*TASK ITEM:*
Scan the entries and tally the lines that include the string "Centenaire". Reply with the figure alone.

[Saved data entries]
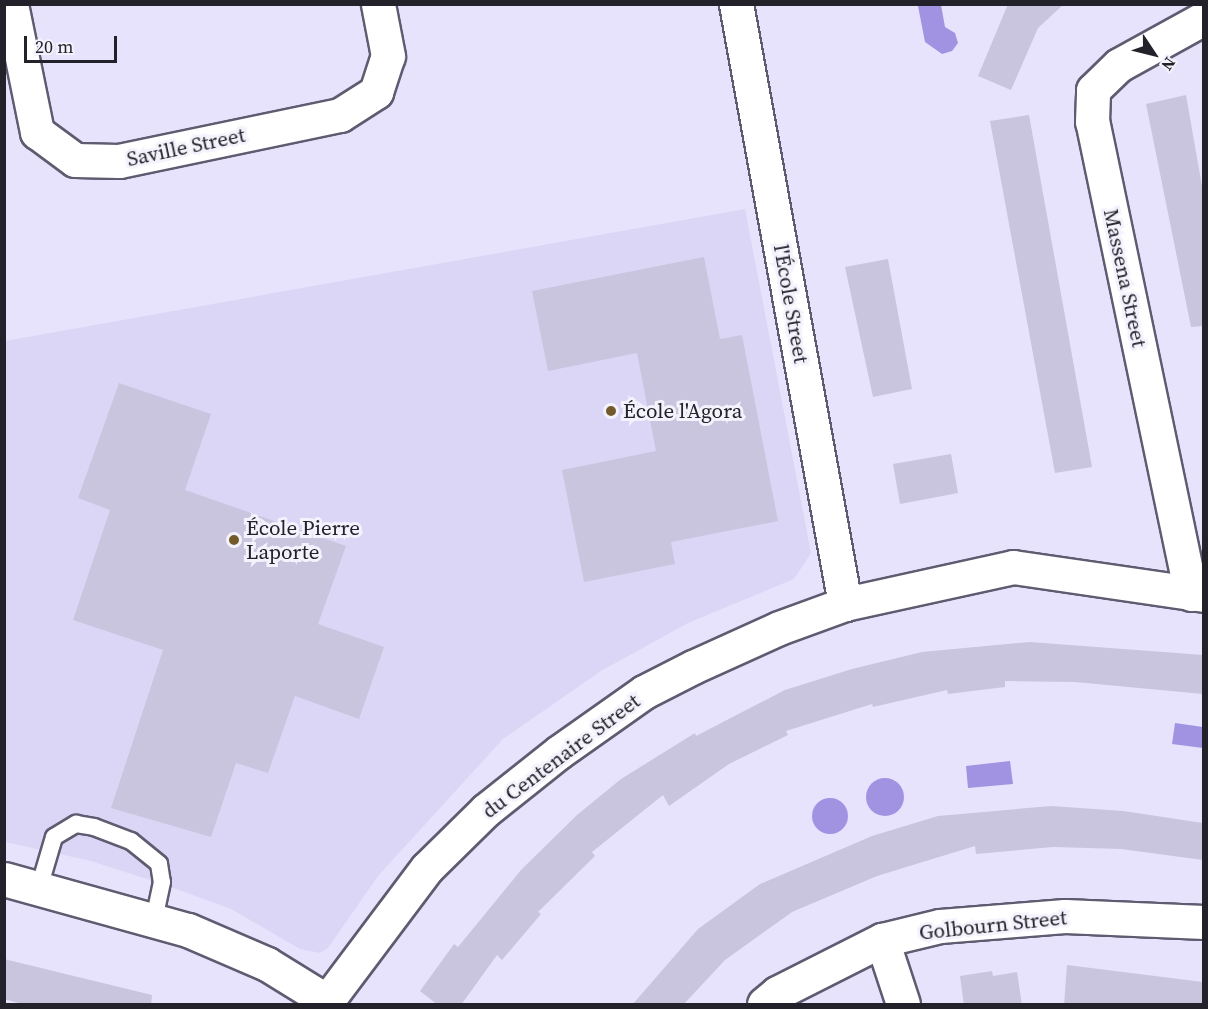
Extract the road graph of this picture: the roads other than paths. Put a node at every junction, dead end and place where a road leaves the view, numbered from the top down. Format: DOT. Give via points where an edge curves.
graph roads {
  1 [pos="11,4"];
  2 [pos="378,4"];
  3 [pos="736,4"];
  4 [pos="1203,18"];
  5 [pos="1197,595"];
  6 [pos="845,604"];
  7 [pos="4,879"];
  8 [pos="39,888"];
  9 [pos="154,921"];
  10 [pos="1203,922"];
  11 [pos="882,940"];
  12 [pos="329,1003"];
  13 [pos="764,1005"];
  14 [pos="903,1005"];
  1 -- 2 [label="street, Saville Street" via="37,132 75,160 118,161 340,115 376,92 388,56"];
  3 -- 6 [label="street, l'École Street"];
  4 -- 5 [label="street, Massena Street" via="1119,64 1094,90 1092,122"];
  5 -- 6 [label="street, du Centenaire Street" via="1013,567"];
  6 -- 12 [label="street, du Centenaire Street" via="779,627 644,692 559,752 486,810 427,868"];
  7 -- 8 [label="street, du Centenaire Street"];
  8 -- 9 [label="street, du Centenaire Street"];
  8 -- 9 [label="lane" via="54,837 76,824 94,827 131,841 159,864 162,882"];
  9 -- 12 [label="street, du Centenaire Street" via="188,930 267,964"];
  10 -- 11 [label="street, Golbourn Street" via="1065,916 940,926"];
  11 -- 13 [label="street, Golbourn Street" via="777,993"];
  11 -- 14 [label="street"];
}
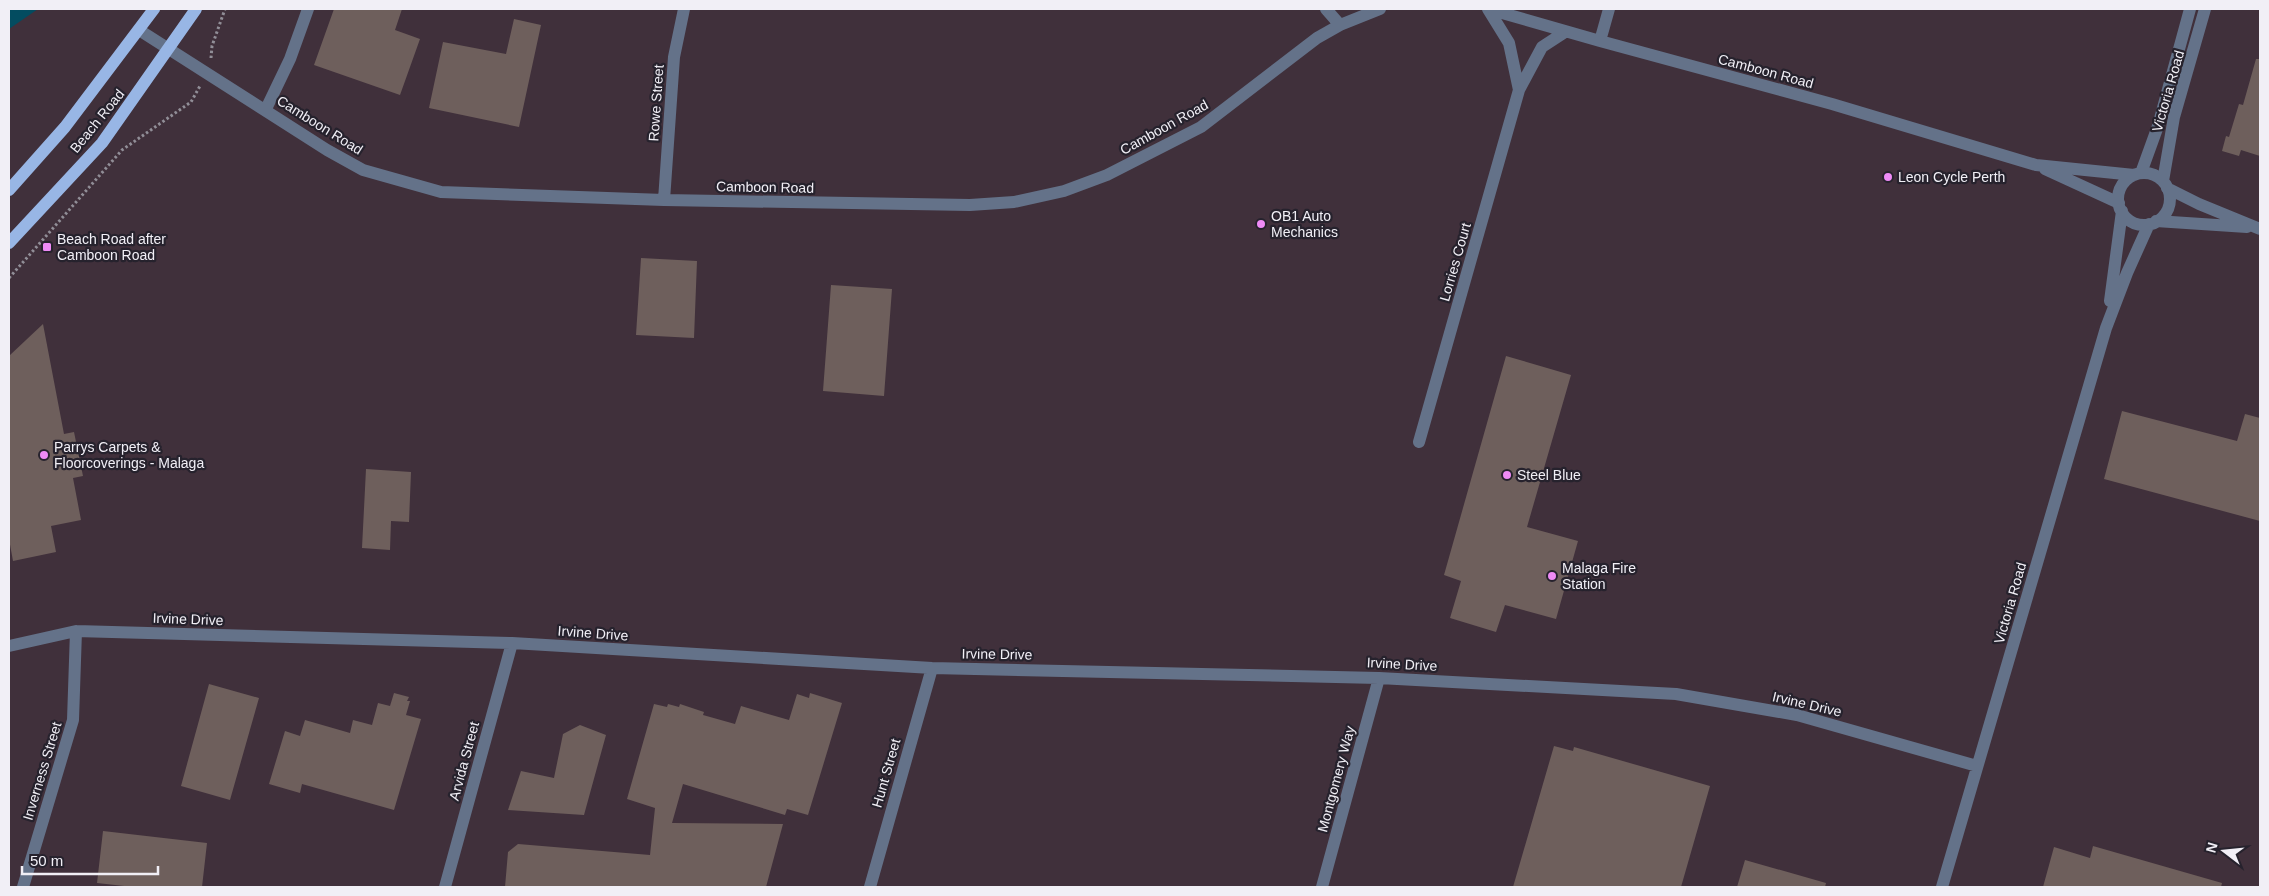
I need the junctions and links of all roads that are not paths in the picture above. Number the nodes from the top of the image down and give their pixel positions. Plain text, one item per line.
1 (154, 9) edge
2 (196, 9) edge
3 (308, 9) edge
4 (684, 9) edge
5 (1326, 9) edge
6 (1380, 9) edge
7 (1488, 9) edge
8 (1609, 9) edge
9 (2190, 9) edge
10 (2205, 9) edge
11 (1340, 25) junction
12 (139, 30) junction
13 (1565, 32) junction
14 (1600, 42) junction
15 (168, 50) junction
16 (1519, 90) junction
17 (266, 109) junction
18 (2036, 164) junction
19 (2138, 174) junction
20 (2165, 184) junction
21 (9, 190) edge
22 (664, 200) junction
23 (2120, 207) junction
24 (2153, 223) junction
25 (2258, 229) edge
26 (9, 243) edge
27 (2106, 328) junction
28 (1419, 442) dead end
29 (76, 631) junction
30 (512, 643) junction
31 (9, 646) edge
32 (932, 668) junction
33 (1380, 678) junction
34 (1977, 766) junction
35 (23, 887) edge
36 (445, 887) edge
37 (870, 887) edge
38 (1322, 887) edge
39 (1942, 887) edge

1 - 12 main road, Beach Road
2 - 15 main road, Beach Road
3 - 17 street
4 - 22 street, Rowe Street
5 - 11 street
6 - 11 street, Camboon Road
7 - 13 street, Camboon Road
7 - 16 street, Lorries Court
8 - 14 street
9 - 19 street, Victoria Road
10 - 20 street, Victoria Road
11 - 22 street, Camboon Road
12 - 15 street, Camboon Road
12 - 21 main road, Beach Road
13 - 14 street, Camboon Road
13 - 16 street, Lorries Court
14 - 18 street, Camboon Road
15 - 17 street, Camboon Road
15 - 26 main road, Beach Road
16 - 28 street, Lorries Court
17 - 22 street, Camboon Road
18 - 19 street, Camboon Road
18 - 23 street, Camboon Road
19 - 20 street
19 - 23 street
20 - 24 street
20 - 25 street
23 - 24 street
23 - 27 street, Victoria Road
24 - 25 street
24 - 27 street, Victoria Road
27 - 34 street, Victoria Road
29 - 30 street, Irvine Drive
29 - 31 street, Irvine Drive
29 - 35 street, Inverness Street
30 - 32 street, Irvine Drive
30 - 36 street, Arvida Street
32 - 33 street, Irvine Drive
32 - 37 street, Hunt Street
33 - 34 street, Irvine Drive
33 - 38 street, Montgomery Way
34 - 39 street, Victoria Road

*EXERCISE RESULT:*
5